O estimulante artigo que hoje se lê no Público da autoria do Professor Reis Torgal, "O Reino da Estupidez" levou-me a recordar uma obra, lamentavelmente pouco divulgada, do Professor António Bracinha Vieira, um homem enorme, um mestre que me marcou e com quem ainda há poucos dias me cruzei e ouvi demonstrando a sabedoria e lucidez de sempre.
O livro, "Ensaio sobre o termo da história - trezentos e sessenta e cinco aforismos contra o Incaracterístico" é um notável ensaio sobre o que Bracinha Vieira chama de tempo da Absurdidade em que predomina o Incaracterístico e organiza-se em 365 parágrafos antológicos, os "aforismos", que combatem esse personagem dominante, o Incaracterístico. A primeira edição do livro é de 1994, foi objecto de alguma discussão num círculo diminuto e é evidente em muitos dos aforismos uma espéce de premonição do que agora vivemos
Partilho convosco os aforismos 15 e 18.
"Instalou-se no jargon cripto-anglófono do Incaracterístico uma inversão radical do sentido das palavras liberal, liberalismo (ainda presas a um étimo comum com liberdade) insinuando sob o totalitarismo da Absurdidade uma negaça de democracia.

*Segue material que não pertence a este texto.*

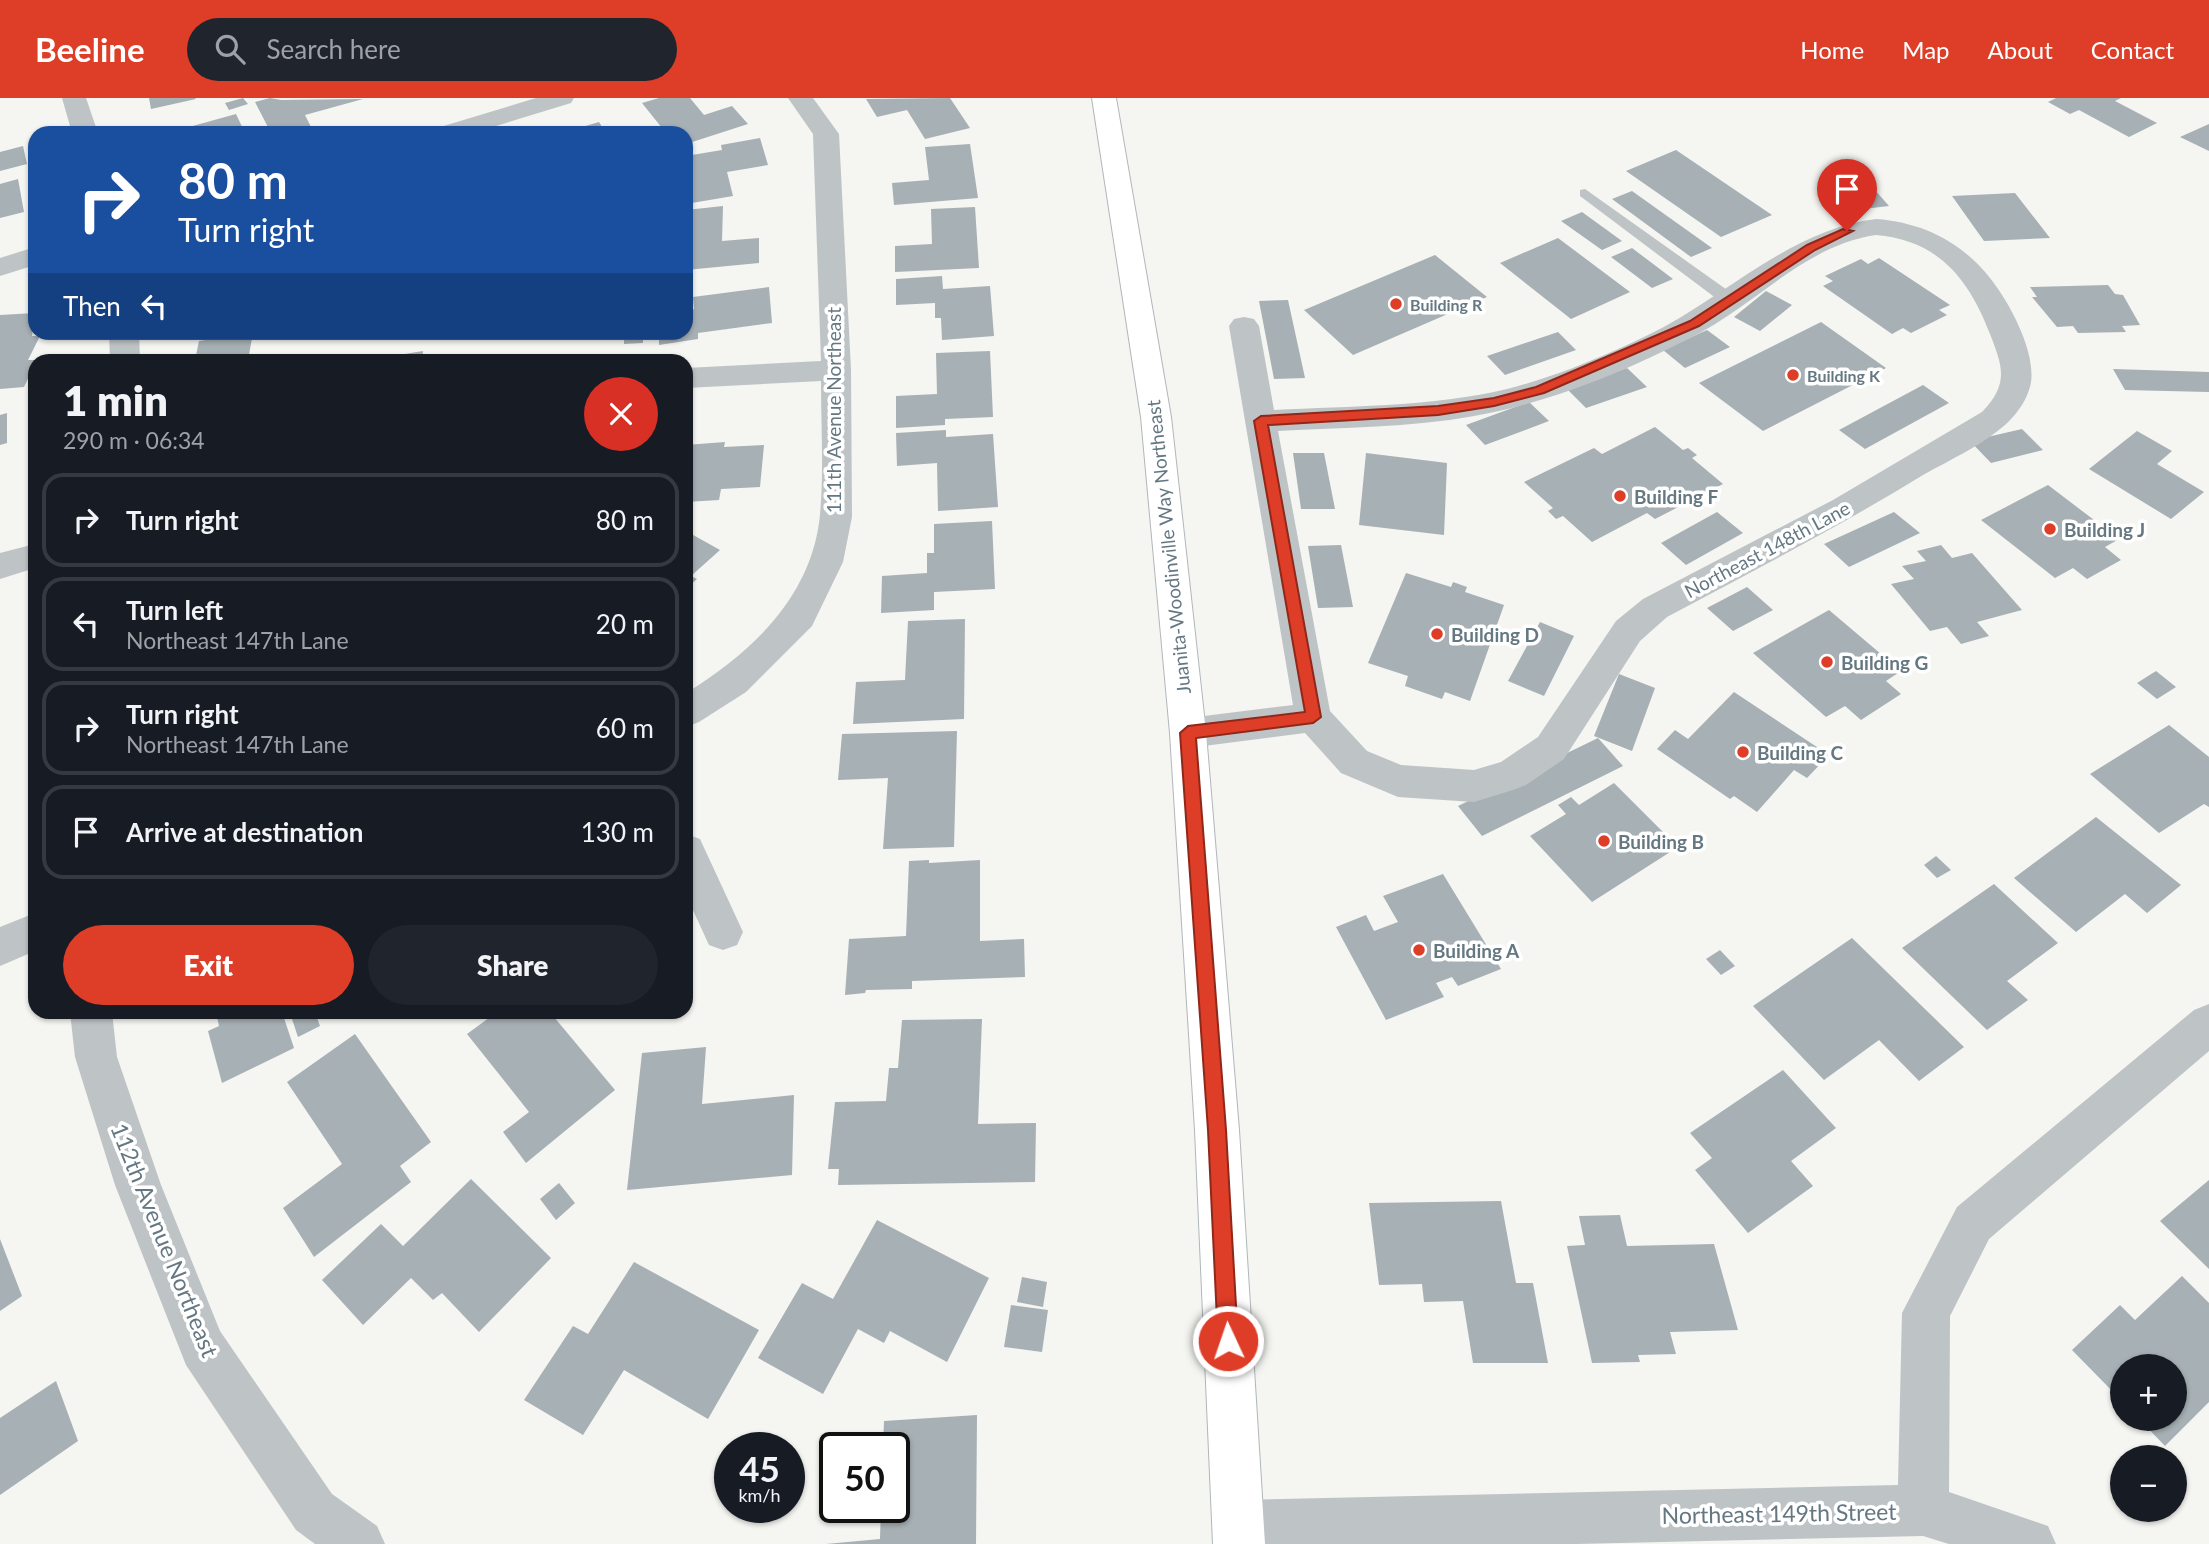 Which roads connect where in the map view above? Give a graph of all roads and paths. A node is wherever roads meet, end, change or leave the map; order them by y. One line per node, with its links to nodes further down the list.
1 (74, 98): 5 (street)
2 (562, 98): 6 (street)
3 (800, 98): 12 (street, 111th Avenue Northeast)
4 (1104, 98): 19 (main road, Juanita-Woodinville Way Northeast)
5 (83, 126)
6 (469, 126)
7 (1585, 193): 10 (lane)
8 (28, 259): 9 (street)
9 (0, 267)
10 (1731, 301): 14 (street); 18 (street, Northeast 148th Lane)
11 (1244, 326): 14 (street)
12 (836, 370): 13 (street); 17 (street, 111th Avenue Northeast)
13 (693, 378)
14 (1261, 421): 18 (street)
15 (28, 558): 16 (street)
16 (0, 566)
17 (693, 708)
18 (1313, 717): 19 (street)
19 (1188, 733): 27 (main road, Juanita-Woodinville Way Northeast)
20 (693, 866): 21 (street)
21 (723, 932)
22 (28, 934): 23 (street)
23 (0, 947)
24 (91, 1019): 28 (street, 112th Avenue Northeast)
25 (2209, 1024): 26 (street, Northeast 149th Street)
26 (1923, 1510): 27 (street, Northeast 149th Street); 29 (street)
27 (1239, 1535)
28 (359, 1544)
29 (2030, 1544) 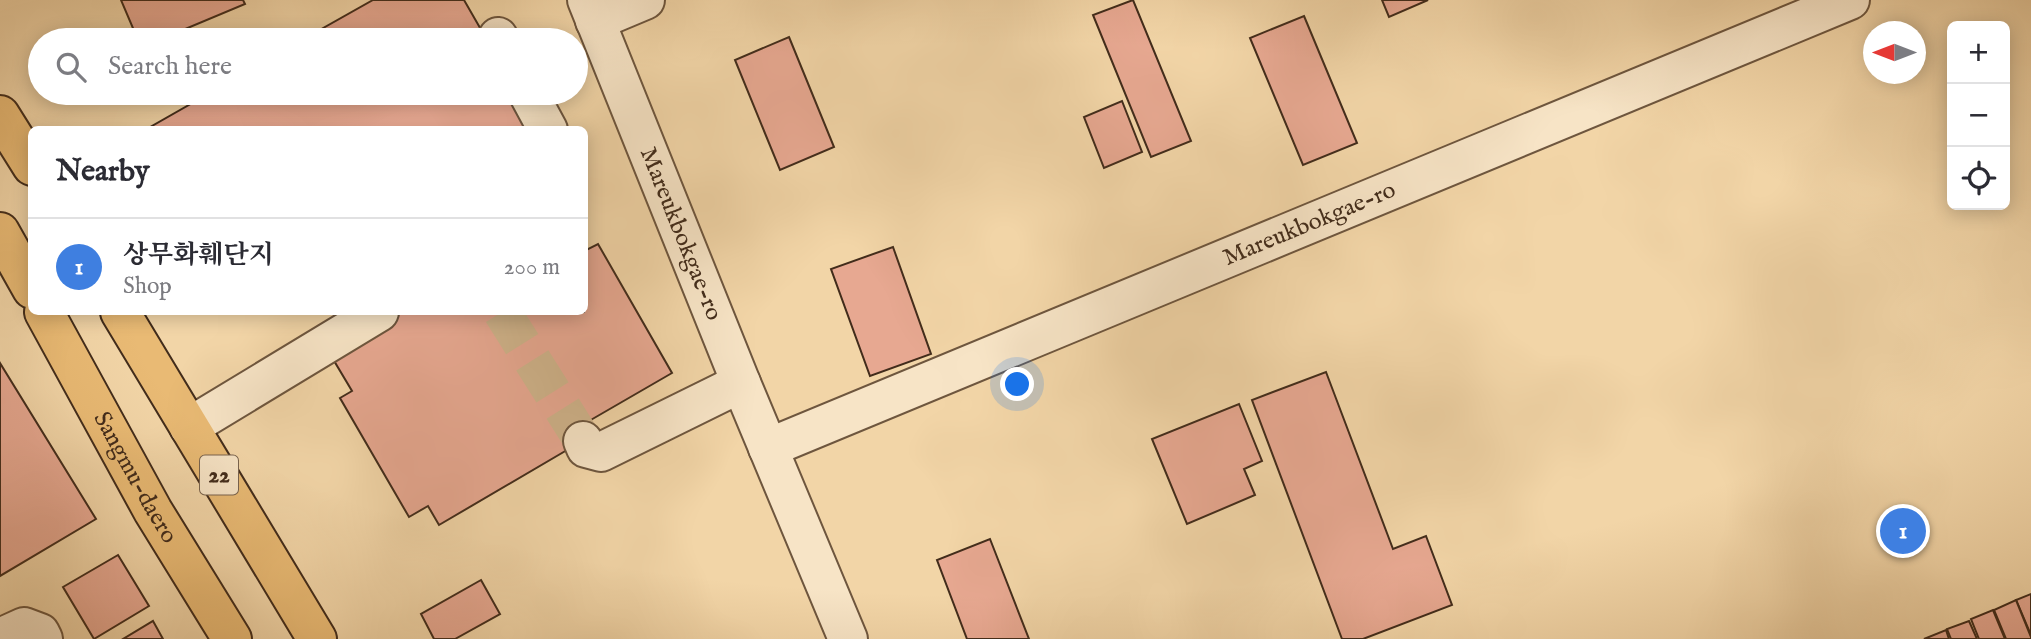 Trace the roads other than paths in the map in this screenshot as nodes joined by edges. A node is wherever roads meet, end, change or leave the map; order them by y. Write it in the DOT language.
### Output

Decidido a desnaturar conceitos prestigiosos dos quais nem sequer consegue discernir o alcance, o Incaracterístico investe esses termos de um significado oposto ao que lhes cabia."
"A democracia da Absurdidade exerce-se num cenário oposto ao da cidade-estado: o Incaracterístico elege o Incaracterístico, e todas as alternativas em jogo a ele conduzem. Os sujeitos cujos nomes são designados logo surgem nos ecrãs-circo da Grande Absurdidade, preenchendo hiatos entre a publicidade mercantil, sem se aperceberem que são mercadoria de outras espécies. Dali debitam os seus sirénicos e sorumbáticos cantos. e a escolha entre eles é o fiel da liberdade do Incaracterístico".
A pensar.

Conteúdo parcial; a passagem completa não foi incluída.